ミュンヘン旅行を計画する決め手になったのひとつが、ミヒャエル・エンデでした。『モモ』『はてしない物語』など、子どもの頃に読んだ物語たちの作者です。
調べてみると、エンデのお墓はミュンヘン市内の静かな墓地にあるとのこと。観光地巡りとは違うけれど、「モモ」を愛読する自分にとって、とても意味のある場所に思えました。
エンデが眠る場所、ボーゲンハウゼン墓地へ

ミュンヘン中心部からは南西にあるボーゲンハウゼン墓地へは、地下鉄U6線でアクセスできます。
「Marienplatz(マリエン広場)」からは8駅、「Holzapfelkreuth(ホルツアプフェルクロイト)」駅で下車します。
そこから大通り沿いに徒歩10分ほど歩くと、ミヒャエル・エンデが眠る「ボーゲンハウゼン墓地(Bogenhausener Friedhof)」の広大な緑地が見えてきます。
ゲート付近には花屋のワゴンがあります。供花のために1輪購入。
212番区画、エンデの世界観

エンデのお墓は212番区画にあります。現地の地図で場所を確認しながら向かいましょう。
墓地内は緑が多く、穏やかな空気が流れています。観光客の姿はなく、人通りも少ないため、とても静か。リスがすぐそばを駆け抜けていく姿にも出会えました。
ゲートから10分ほど歩いたあたりで、ひっそりと、けれどどこか温かみのある墓石が見つかりました。彼の作品を想起させるようなモチーフが、そっと装飾されています。
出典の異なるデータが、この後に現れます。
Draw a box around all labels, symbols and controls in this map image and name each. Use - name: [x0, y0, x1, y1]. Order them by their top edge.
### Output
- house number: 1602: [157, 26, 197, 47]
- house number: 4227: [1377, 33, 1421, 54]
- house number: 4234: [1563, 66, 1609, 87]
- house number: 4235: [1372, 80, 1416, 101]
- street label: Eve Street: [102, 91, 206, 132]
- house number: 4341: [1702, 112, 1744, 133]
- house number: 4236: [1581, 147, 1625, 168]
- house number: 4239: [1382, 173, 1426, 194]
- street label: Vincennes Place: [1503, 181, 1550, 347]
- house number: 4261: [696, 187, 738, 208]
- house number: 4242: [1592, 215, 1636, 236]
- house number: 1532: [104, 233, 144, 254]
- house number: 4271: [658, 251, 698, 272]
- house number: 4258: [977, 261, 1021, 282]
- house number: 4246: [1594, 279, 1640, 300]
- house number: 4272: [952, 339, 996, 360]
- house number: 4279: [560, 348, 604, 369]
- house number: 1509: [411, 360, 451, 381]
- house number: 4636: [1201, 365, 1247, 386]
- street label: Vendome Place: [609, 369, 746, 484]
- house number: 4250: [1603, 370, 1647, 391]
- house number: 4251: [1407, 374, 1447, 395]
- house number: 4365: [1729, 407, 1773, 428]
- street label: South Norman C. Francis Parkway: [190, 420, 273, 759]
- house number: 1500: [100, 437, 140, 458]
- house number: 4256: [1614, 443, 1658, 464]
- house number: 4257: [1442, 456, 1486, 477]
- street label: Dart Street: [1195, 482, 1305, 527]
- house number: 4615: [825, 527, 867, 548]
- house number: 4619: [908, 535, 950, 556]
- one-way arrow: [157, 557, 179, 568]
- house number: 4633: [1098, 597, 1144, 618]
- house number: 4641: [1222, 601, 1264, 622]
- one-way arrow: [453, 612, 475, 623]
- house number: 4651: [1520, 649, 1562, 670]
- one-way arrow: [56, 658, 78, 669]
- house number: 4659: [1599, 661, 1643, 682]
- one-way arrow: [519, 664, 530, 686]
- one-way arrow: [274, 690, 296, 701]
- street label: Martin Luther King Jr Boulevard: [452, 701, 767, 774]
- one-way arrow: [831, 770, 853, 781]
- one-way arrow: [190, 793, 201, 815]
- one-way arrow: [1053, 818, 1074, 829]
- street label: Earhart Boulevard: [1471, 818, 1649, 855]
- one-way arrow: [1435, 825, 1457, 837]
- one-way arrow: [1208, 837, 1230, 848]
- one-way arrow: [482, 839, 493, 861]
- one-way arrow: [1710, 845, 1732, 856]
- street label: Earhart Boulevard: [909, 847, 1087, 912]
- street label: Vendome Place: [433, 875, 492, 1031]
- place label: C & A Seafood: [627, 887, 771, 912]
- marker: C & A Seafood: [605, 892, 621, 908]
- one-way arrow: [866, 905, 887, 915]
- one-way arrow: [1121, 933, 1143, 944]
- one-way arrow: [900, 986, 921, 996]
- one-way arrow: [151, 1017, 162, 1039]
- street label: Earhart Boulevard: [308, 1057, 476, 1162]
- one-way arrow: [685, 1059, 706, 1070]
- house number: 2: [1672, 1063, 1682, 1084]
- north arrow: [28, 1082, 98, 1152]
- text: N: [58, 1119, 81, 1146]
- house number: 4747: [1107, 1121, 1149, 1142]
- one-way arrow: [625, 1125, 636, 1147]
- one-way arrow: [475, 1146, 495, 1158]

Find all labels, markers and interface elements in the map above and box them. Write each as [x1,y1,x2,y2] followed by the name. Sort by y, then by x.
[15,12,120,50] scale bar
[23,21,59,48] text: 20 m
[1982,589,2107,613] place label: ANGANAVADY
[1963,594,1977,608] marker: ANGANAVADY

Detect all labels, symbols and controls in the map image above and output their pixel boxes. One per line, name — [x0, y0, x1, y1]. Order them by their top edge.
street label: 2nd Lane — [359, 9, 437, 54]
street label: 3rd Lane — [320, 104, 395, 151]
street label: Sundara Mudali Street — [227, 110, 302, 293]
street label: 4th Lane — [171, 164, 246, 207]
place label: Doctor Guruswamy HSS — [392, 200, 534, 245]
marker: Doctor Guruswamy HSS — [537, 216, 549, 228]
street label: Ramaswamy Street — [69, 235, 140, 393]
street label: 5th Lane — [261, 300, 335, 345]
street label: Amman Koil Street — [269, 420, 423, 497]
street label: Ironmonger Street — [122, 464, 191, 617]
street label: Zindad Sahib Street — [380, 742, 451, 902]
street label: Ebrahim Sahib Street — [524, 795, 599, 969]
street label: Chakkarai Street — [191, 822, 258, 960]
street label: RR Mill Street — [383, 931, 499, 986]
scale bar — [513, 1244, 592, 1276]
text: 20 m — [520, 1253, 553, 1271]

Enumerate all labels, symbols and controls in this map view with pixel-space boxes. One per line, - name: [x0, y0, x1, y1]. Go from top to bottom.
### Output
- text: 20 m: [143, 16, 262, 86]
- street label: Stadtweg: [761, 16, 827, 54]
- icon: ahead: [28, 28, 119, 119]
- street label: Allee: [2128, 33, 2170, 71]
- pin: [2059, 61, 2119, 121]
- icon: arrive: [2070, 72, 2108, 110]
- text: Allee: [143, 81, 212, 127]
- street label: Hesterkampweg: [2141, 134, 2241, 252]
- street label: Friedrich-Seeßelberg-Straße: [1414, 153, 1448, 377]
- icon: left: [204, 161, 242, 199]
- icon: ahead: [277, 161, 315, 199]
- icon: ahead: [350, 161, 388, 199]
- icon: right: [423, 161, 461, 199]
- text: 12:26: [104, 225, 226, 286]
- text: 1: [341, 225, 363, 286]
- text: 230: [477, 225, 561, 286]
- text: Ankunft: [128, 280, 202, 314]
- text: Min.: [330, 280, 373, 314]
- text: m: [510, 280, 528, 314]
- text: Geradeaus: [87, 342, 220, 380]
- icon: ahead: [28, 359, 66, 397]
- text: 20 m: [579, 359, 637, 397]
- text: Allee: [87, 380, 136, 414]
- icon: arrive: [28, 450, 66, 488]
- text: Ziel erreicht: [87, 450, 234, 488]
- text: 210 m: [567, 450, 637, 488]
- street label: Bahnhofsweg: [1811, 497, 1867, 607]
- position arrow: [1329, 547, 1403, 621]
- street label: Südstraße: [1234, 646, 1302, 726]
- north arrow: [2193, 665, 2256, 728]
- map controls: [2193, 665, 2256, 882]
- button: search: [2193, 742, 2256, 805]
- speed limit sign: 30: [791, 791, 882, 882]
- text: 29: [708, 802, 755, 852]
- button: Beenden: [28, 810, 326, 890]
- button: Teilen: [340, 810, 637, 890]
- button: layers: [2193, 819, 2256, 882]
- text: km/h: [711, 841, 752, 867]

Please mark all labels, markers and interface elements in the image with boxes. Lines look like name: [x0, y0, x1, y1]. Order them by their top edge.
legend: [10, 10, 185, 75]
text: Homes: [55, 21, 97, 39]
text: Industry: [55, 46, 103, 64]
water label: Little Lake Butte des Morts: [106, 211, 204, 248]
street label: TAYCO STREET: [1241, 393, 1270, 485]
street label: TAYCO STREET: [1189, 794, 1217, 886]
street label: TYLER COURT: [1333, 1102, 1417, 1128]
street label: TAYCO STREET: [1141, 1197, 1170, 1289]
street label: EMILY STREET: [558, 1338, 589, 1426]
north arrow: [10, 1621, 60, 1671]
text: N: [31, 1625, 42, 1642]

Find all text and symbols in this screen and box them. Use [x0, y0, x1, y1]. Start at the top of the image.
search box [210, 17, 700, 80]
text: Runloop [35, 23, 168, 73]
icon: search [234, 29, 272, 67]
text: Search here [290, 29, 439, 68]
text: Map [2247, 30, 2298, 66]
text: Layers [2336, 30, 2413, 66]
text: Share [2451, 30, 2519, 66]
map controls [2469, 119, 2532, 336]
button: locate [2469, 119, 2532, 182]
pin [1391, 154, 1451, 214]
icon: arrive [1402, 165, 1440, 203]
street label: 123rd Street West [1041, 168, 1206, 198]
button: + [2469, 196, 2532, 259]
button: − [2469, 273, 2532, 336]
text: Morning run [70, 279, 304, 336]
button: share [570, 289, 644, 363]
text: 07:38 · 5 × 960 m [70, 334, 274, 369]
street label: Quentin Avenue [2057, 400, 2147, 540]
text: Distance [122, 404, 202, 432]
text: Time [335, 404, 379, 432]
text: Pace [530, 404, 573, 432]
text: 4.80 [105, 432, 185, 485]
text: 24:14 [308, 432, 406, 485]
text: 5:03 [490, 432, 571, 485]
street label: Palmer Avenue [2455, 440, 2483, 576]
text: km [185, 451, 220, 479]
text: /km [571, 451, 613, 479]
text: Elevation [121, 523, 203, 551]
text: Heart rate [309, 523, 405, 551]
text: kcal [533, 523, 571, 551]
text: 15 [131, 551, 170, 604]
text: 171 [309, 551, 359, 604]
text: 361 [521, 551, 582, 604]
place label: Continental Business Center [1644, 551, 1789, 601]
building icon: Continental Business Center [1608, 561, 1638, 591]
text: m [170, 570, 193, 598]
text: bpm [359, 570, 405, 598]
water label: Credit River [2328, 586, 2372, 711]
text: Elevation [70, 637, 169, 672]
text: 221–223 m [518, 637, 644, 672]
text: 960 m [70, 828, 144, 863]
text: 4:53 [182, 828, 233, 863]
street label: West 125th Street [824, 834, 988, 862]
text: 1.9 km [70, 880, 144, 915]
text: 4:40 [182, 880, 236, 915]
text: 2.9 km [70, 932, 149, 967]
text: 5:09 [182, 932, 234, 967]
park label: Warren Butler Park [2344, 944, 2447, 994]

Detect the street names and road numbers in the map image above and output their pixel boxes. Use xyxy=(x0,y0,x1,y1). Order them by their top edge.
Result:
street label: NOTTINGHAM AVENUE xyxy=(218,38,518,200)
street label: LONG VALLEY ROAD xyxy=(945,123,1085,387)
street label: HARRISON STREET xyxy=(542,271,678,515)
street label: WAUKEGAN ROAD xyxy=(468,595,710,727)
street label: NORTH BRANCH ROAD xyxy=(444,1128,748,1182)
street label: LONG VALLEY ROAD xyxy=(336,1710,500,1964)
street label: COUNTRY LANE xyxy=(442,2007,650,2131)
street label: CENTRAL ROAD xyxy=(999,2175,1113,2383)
怖さや寂しさといった感情は湧かず、むしろ静けさの中に清らかさを感じる場所でした。
子どもの頃はただワクワクしながら読んでいた『モモ』。
「時間を大切にすること」「本当に大切なものは目に見えないこと」——。
その言葉の意味が、大人になった今、この場所でゆっくりと身体にしみ込んでいくような感覚を覚えました。
物語と再会する旅へ
にぎやかな観光地を歩くのも楽しいけれど、ときには「静かに誰かに会いに行く」ような旅も、自分を見つめ直すきっかけになります。
ミュンヘンには美術館や歴史的な建物もたくさんありますが、こうした“静かな目的地”を旅の中にひとつ加えることで、時間の流れが変わります。
物語をはじめて読んだあの頃の自分と、少しだけ会話ができるかもしれません。
墓地内は木が多く、人影もまばらなため、心配な方は日中の明るい時間帯に訪れることをおすすめします。